• REQUIREMENT: Beginning with the first line, return the material verbatim and without pictures.

• MATERIAL PROVIDED:
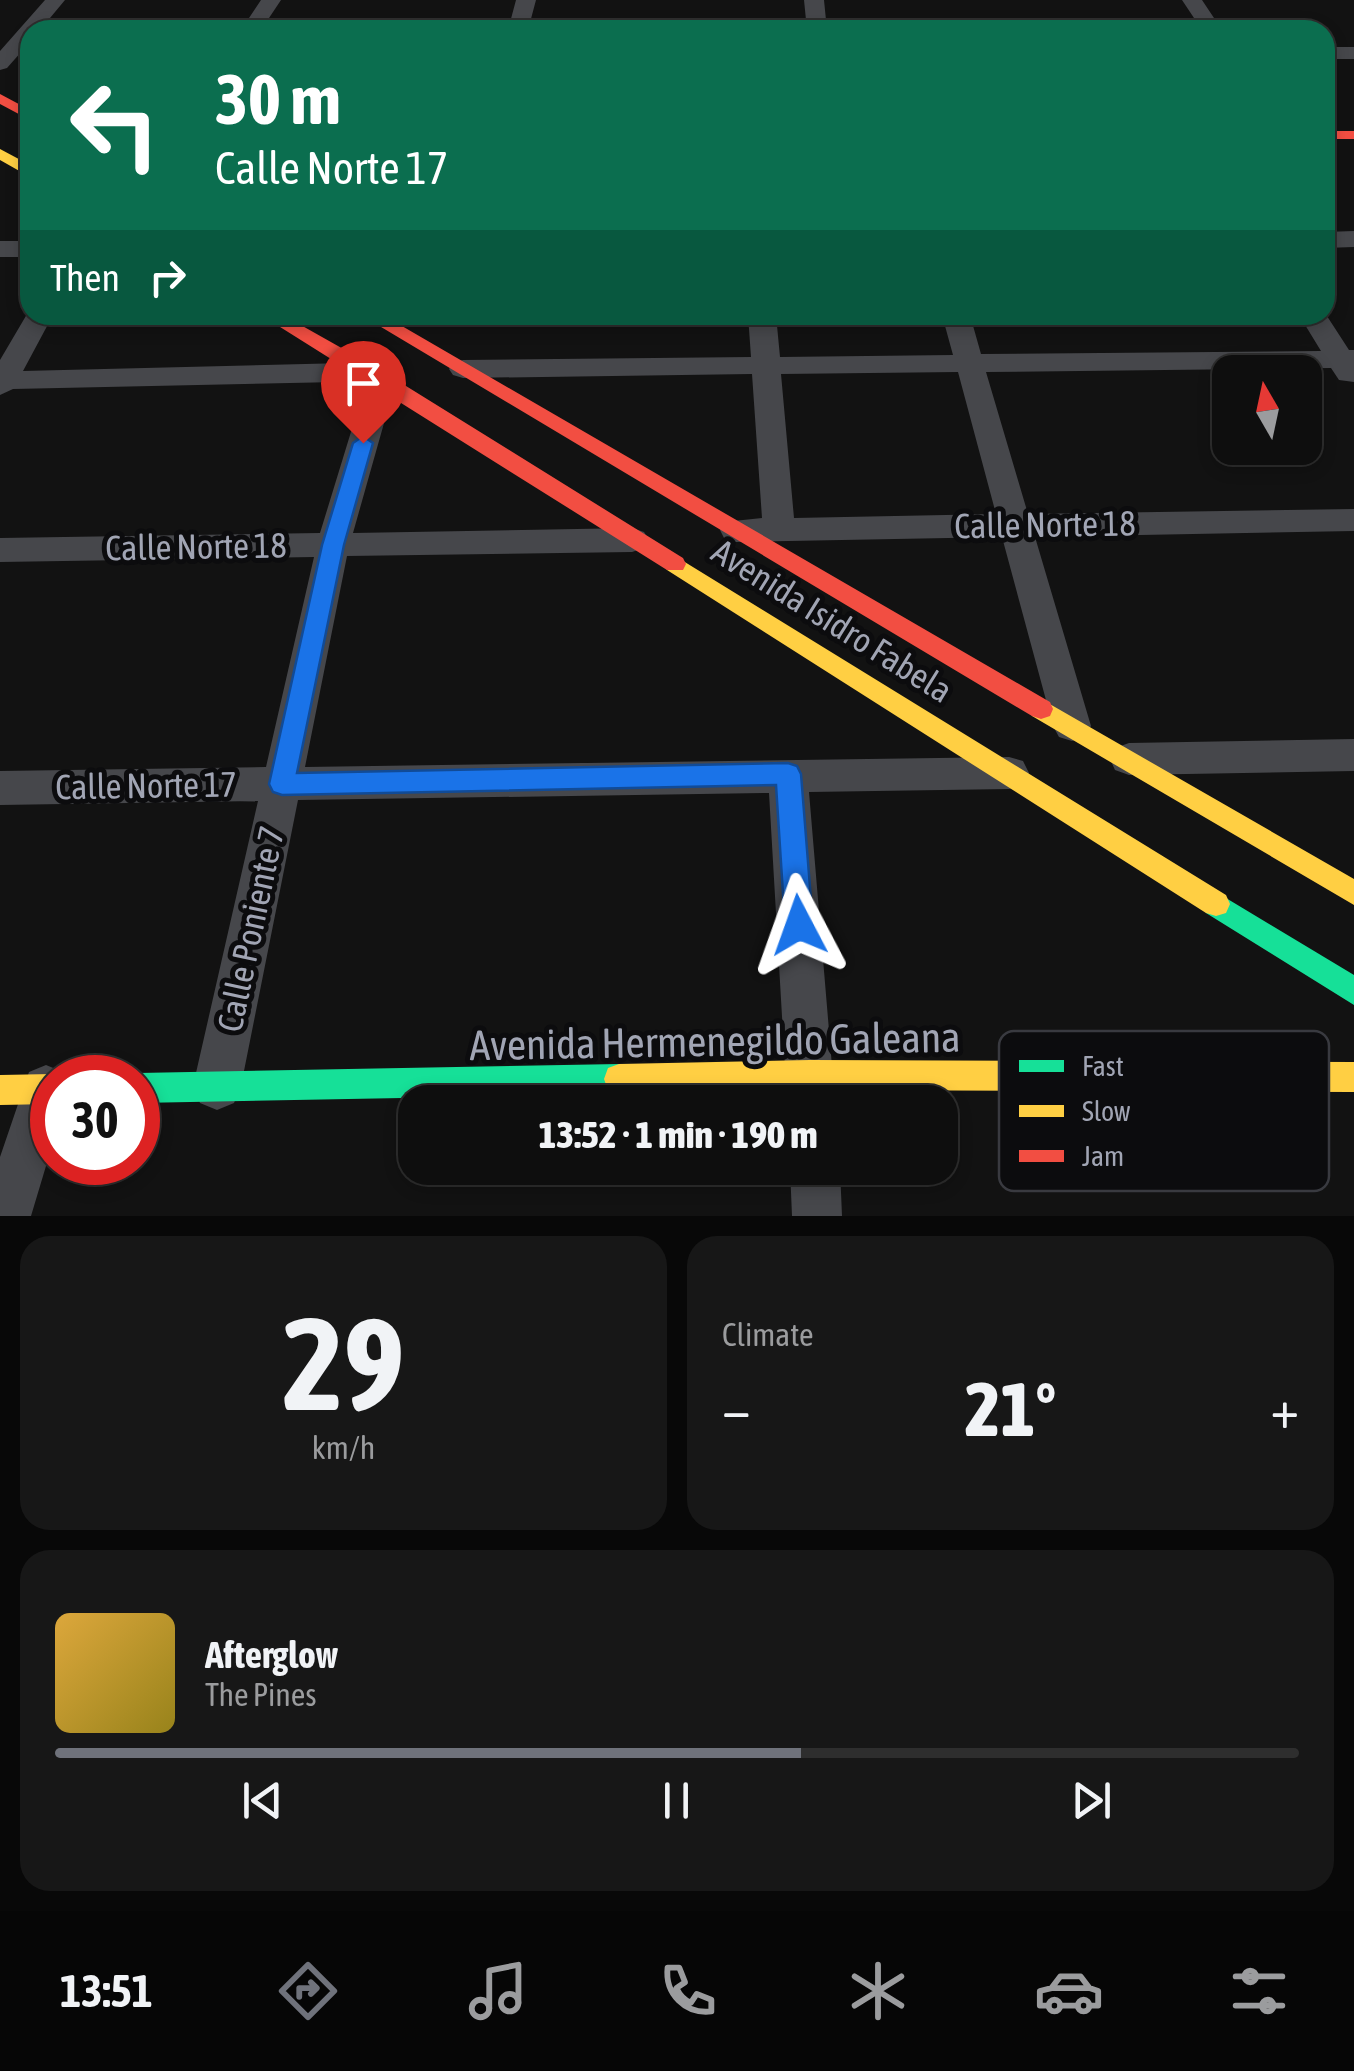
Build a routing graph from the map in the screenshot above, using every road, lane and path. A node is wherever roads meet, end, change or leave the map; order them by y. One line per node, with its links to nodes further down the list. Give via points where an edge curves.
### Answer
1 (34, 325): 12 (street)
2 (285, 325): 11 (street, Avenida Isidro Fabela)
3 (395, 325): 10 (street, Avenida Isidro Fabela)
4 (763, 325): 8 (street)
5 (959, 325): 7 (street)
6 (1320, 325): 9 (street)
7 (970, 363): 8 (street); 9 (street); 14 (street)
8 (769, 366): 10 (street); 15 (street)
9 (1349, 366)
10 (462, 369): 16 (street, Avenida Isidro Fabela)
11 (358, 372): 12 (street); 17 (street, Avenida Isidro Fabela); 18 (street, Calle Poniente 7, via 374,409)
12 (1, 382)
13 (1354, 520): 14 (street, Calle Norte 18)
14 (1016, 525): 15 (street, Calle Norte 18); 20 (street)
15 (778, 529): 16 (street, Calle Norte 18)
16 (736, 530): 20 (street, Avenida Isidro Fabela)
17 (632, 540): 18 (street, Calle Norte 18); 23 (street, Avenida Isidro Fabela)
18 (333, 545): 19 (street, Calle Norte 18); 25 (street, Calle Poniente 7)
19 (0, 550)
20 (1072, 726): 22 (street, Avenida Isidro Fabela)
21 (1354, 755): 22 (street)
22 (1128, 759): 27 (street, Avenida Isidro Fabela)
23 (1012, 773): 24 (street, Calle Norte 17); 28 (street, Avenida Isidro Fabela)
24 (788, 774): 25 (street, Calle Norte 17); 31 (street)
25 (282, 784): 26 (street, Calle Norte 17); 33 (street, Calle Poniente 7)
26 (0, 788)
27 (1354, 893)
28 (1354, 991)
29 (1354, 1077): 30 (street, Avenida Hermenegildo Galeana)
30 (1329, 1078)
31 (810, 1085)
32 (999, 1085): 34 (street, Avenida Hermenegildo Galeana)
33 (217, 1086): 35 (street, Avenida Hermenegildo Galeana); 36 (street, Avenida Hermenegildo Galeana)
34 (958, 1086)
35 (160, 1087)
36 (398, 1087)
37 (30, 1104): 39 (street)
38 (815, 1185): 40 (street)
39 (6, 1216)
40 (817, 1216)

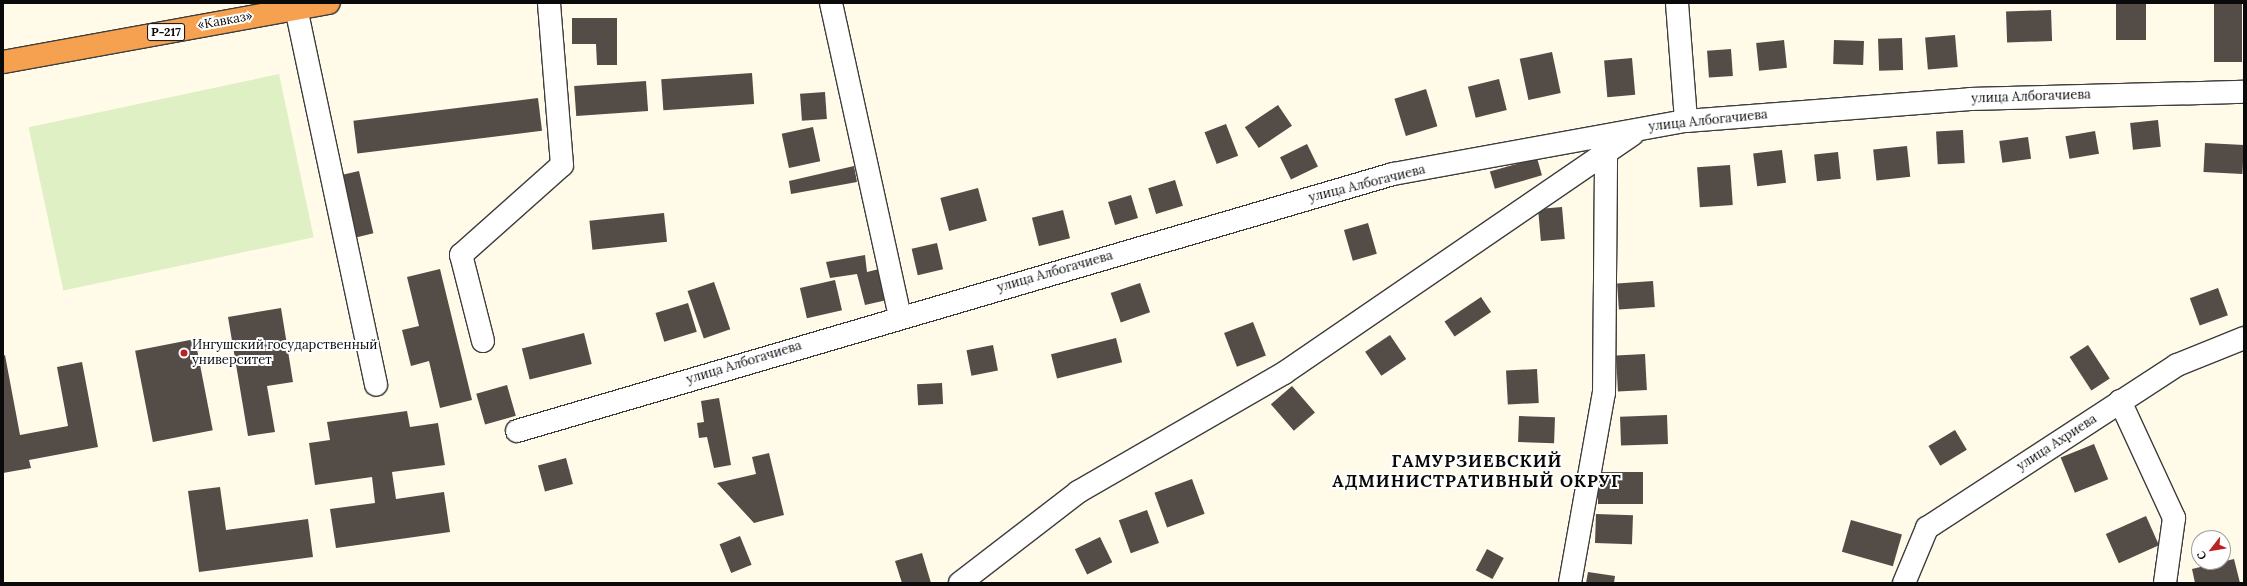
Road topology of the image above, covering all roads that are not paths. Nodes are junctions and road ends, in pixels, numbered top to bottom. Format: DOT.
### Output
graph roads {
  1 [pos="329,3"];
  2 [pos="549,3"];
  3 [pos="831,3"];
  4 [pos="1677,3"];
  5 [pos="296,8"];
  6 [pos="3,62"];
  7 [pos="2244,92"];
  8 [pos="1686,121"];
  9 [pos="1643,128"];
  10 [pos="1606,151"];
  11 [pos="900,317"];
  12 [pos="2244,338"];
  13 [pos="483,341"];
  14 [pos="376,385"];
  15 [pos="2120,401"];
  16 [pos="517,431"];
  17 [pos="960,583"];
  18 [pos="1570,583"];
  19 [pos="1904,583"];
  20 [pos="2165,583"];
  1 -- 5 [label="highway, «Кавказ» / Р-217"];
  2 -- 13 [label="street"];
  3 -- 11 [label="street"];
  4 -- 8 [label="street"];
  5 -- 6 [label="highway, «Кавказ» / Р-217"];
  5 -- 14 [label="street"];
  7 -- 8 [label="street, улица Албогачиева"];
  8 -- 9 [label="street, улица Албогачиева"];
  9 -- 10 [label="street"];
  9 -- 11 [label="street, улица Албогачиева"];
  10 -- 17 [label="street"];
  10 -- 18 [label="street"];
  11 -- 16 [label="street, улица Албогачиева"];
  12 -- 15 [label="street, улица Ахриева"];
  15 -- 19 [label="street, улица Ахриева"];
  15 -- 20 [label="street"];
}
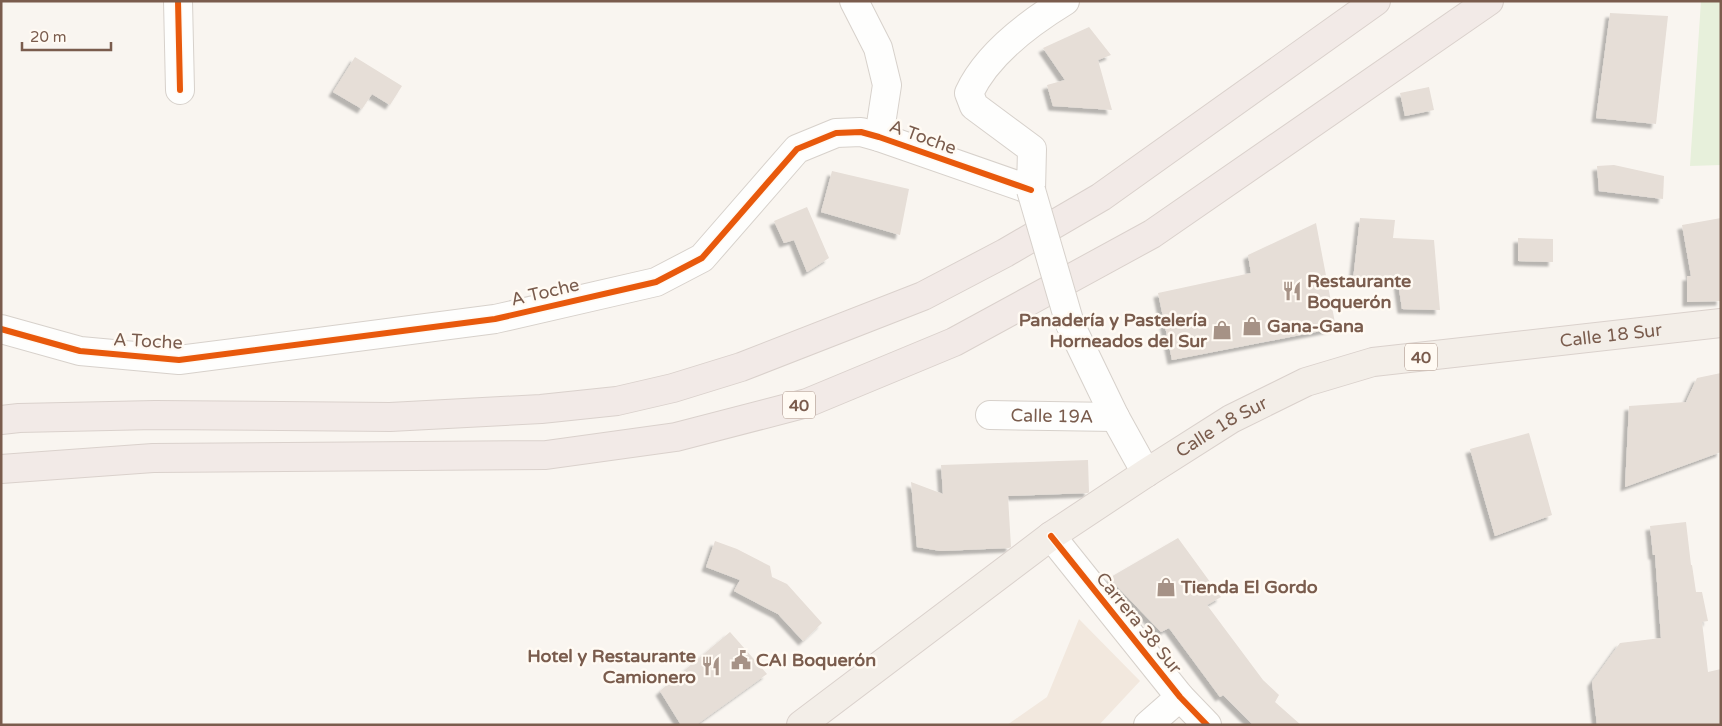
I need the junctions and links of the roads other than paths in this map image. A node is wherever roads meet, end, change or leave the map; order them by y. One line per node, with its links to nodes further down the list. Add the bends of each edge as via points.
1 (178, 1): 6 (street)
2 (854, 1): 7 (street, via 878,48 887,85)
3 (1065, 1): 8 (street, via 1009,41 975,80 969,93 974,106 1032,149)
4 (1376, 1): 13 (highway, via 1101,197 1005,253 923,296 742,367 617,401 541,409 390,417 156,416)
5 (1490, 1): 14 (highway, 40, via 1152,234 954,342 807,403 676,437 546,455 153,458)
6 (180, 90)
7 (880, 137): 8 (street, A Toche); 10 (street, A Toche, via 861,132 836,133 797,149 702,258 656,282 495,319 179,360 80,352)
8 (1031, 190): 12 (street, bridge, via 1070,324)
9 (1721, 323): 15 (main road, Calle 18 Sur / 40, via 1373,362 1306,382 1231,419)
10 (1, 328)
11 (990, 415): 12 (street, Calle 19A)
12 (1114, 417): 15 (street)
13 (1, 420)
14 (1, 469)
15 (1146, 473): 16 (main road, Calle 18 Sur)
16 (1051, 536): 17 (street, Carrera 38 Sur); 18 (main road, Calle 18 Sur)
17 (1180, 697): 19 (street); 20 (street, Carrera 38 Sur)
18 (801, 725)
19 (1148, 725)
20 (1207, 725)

• COMPLETED EXERCISE:
Build a routing graph from the map in the screenshot above, using every road, lane and path. A node is wherever roads meet, end, change or leave the map; order them by y. One line per node, with its links to nodes further down the list. Give via points where an edge curves.
### Answer
1 (34, 325): 12 (street)
2 (285, 325): 11 (street, Avenida Isidro Fabela)
3 (395, 325): 10 (street, Avenida Isidro Fabela)
4 (763, 325): 8 (street)
5 (959, 325): 7 (street)
6 (1320, 325): 9 (street)
7 (970, 363): 8 (street); 9 (street); 14 (street)
8 (769, 366): 10 (street); 15 (street)
9 (1349, 366)
10 (462, 369): 16 (street, Avenida Isidro Fabela)
11 (358, 372): 12 (street); 17 (street, Avenida Isidro Fabela); 18 (street, Calle Poniente 7, via 374,409)
12 (1, 382)
13 (1354, 520): 14 (street, Calle Norte 18)
14 (1016, 525): 15 (street, Calle Norte 18); 20 (street)
15 (778, 529): 16 (street, Calle Norte 18)
16 (736, 530): 20 (street, Avenida Isidro Fabela)
17 (632, 540): 18 (street, Calle Norte 18); 23 (street, Avenida Isidro Fabela)
18 (333, 545): 19 (street, Calle Norte 18); 25 (street, Calle Poniente 7)
19 (0, 550)
20 (1072, 726): 22 (street, Avenida Isidro Fabela)
21 (1354, 755): 22 (street)
22 (1128, 759): 27 (street, Avenida Isidro Fabela)
23 (1012, 773): 24 (street, Calle Norte 17); 28 (street, Avenida Isidro Fabela)
24 (788, 774): 25 (street, Calle Norte 17); 31 (street)
25 (282, 784): 26 (street, Calle Norte 17); 33 (street, Calle Poniente 7)
26 (0, 788)
27 (1354, 893)
28 (1354, 991)
29 (1354, 1077): 30 (street, Avenida Hermenegildo Galeana)
30 (1329, 1078)
31 (810, 1085)
32 (999, 1085): 34 (street, Avenida Hermenegildo Galeana)
33 (217, 1086): 35 (street, Avenida Hermenegildo Galeana); 36 (street, Avenida Hermenegildo Galeana)
34 (958, 1086)
35 (160, 1087)
36 (398, 1087)
37 (30, 1104): 39 (street)
38 (815, 1185): 40 (street)
39 (6, 1216)
40 (817, 1216)

Road topology of the image above, covering all roads that are not paths. Nodes are junctions and road ends, in pixels, numbered top to bottom. Format: DOT.
### Output
graph roads {
  1 [pos="329,3"];
  2 [pos="549,3"];
  3 [pos="831,3"];
  4 [pos="1677,3"];
  5 [pos="296,8"];
  6 [pos="3,62"];
  7 [pos="2244,92"];
  8 [pos="1686,121"];
  9 [pos="1643,128"];
  10 [pos="1606,151"];
  11 [pos="900,317"];
  12 [pos="2244,338"];
  13 [pos="483,341"];
  14 [pos="376,385"];
  15 [pos="2120,401"];
  16 [pos="517,431"];
  17 [pos="960,583"];
  18 [pos="1570,583"];
  19 [pos="1904,583"];
  20 [pos="2165,583"];
  1 -- 5 [label="highway, «Кавказ» / Р-217"];
  2 -- 13 [label="street"];
  3 -- 11 [label="street"];
  4 -- 8 [label="street"];
  5 -- 6 [label="highway, «Кавказ» / Р-217"];
  5 -- 14 [label="street"];
  7 -- 8 [label="street, улица Албогачиева"];
  8 -- 9 [label="street, улица Албогачиева"];
  9 -- 10 [label="street"];
  9 -- 11 [label="street, улица Албогачиева"];
  10 -- 17 [label="street"];
  10 -- 18 [label="street"];
  11 -- 16 [label="street, улица Албогачиева"];
  12 -- 15 [label="street, улица Ахриева"];
  15 -- 19 [label="street, улица Ахриева"];
  15 -- 20 [label="street"];
}
I need the junctions and links of the roads other than paths in this map image. A node is wherever roads meet, end, change or leave the map; order them by y. One line per node, with its links to nodes further down the list. Add the bends of each edge as via points.
1 (178, 1): 6 (street)
2 (854, 1): 7 (street, via 878,48 887,85)
3 (1065, 1): 8 (street, via 1009,41 975,80 969,93 974,106 1032,149)
4 (1376, 1): 13 (highway, via 1101,197 1005,253 923,296 742,367 617,401 541,409 390,417 156,416)
5 (1490, 1): 14 (highway, 40, via 1152,234 954,342 807,403 676,437 546,455 153,458)
6 (180, 90)
7 (880, 137): 8 (street, A Toche); 10 (street, A Toche, via 861,132 836,133 797,149 702,258 656,282 495,319 179,360 80,352)
8 (1031, 190): 12 (street, bridge, via 1070,324)
9 (1721, 323): 15 (main road, Calle 18 Sur / 40, via 1373,362 1306,382 1231,419)
10 (1, 328)
11 (990, 415): 12 (street, Calle 19A)
12 (1114, 417): 15 (street)
13 (1, 420)
14 (1, 469)
15 (1146, 473): 16 (main road, Calle 18 Sur)
16 (1051, 536): 17 (street, Carrera 38 Sur); 18 (main road, Calle 18 Sur)
17 (1180, 697): 19 (street); 20 (street, Carrera 38 Sur)
18 (801, 725)
19 (1148, 725)
20 (1207, 725)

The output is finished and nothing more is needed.